Had they not been in the loop, it’s a given that the information would be gouged out from the woodwork sooner or later by hackers scrutinizing the code, either for educational or cracking purposes, so attempting to shield them from prying eyes in a nuclear bunker would have been a fruitless exercise.
To that end, locking them down indefinitely was never the goal. The developers merely wanted to give gamers – and retailers – a fair crack of the whip before they destroyed the magic, so to speak. Let’s face it, finishing a game using cheats is the numero uno way to guarantee you never revisit it. The trick is only to seek them out when you can be certain you wouldn’t anyway.
Some developers, Ocean and the kings of indecency, Team 17, for example, would implement cheat codes so obscene and tasteless they assumed the magazines wouldn’t be permitted to publish them.
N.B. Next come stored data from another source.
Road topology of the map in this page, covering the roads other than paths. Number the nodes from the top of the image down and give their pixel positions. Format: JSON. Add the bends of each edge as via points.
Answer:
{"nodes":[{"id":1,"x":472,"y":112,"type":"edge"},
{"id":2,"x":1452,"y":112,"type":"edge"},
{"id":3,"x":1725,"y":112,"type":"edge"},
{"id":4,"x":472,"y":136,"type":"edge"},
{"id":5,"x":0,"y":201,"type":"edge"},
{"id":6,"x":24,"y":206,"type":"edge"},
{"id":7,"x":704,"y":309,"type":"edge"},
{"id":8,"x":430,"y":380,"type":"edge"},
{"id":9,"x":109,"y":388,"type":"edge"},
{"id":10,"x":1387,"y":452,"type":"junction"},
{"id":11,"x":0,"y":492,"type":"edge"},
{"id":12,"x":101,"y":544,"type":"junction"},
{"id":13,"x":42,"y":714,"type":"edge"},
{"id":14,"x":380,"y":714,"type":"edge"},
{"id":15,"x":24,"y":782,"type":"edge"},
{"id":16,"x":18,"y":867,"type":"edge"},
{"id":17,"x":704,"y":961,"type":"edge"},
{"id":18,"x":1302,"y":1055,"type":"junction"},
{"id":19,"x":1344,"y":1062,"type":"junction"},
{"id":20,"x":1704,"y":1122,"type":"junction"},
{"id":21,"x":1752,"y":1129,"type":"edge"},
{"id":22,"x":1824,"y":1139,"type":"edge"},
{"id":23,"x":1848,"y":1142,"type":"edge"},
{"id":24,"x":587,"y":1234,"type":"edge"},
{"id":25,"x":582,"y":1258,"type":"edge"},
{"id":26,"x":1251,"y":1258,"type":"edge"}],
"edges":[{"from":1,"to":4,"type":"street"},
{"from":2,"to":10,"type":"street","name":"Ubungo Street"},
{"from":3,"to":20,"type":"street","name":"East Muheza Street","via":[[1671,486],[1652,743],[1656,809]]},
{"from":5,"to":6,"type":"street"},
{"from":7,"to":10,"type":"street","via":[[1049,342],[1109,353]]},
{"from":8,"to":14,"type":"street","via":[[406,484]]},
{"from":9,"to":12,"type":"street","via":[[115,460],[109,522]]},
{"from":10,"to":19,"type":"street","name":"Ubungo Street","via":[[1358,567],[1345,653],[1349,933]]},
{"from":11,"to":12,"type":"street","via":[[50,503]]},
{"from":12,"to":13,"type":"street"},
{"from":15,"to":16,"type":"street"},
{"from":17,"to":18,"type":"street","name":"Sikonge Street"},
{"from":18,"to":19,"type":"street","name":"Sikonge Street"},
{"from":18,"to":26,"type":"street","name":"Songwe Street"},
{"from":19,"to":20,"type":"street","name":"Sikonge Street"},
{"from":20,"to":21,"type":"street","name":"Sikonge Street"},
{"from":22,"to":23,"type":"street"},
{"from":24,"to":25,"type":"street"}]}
Well that dabble with blue-sky thinking quickly turned overcast; the magazines printed them regardless, replacing a few vowels with asterisks to shimmy around the censors.
This would generate a flurry of complaints from disgruntled parents, and in some cases the cheats were cleaned up for the budget re-releases. In New Zealand Story, for example, the x-rated keyword became the much more ‘U’ for universal, ‘FluffyKiwis’.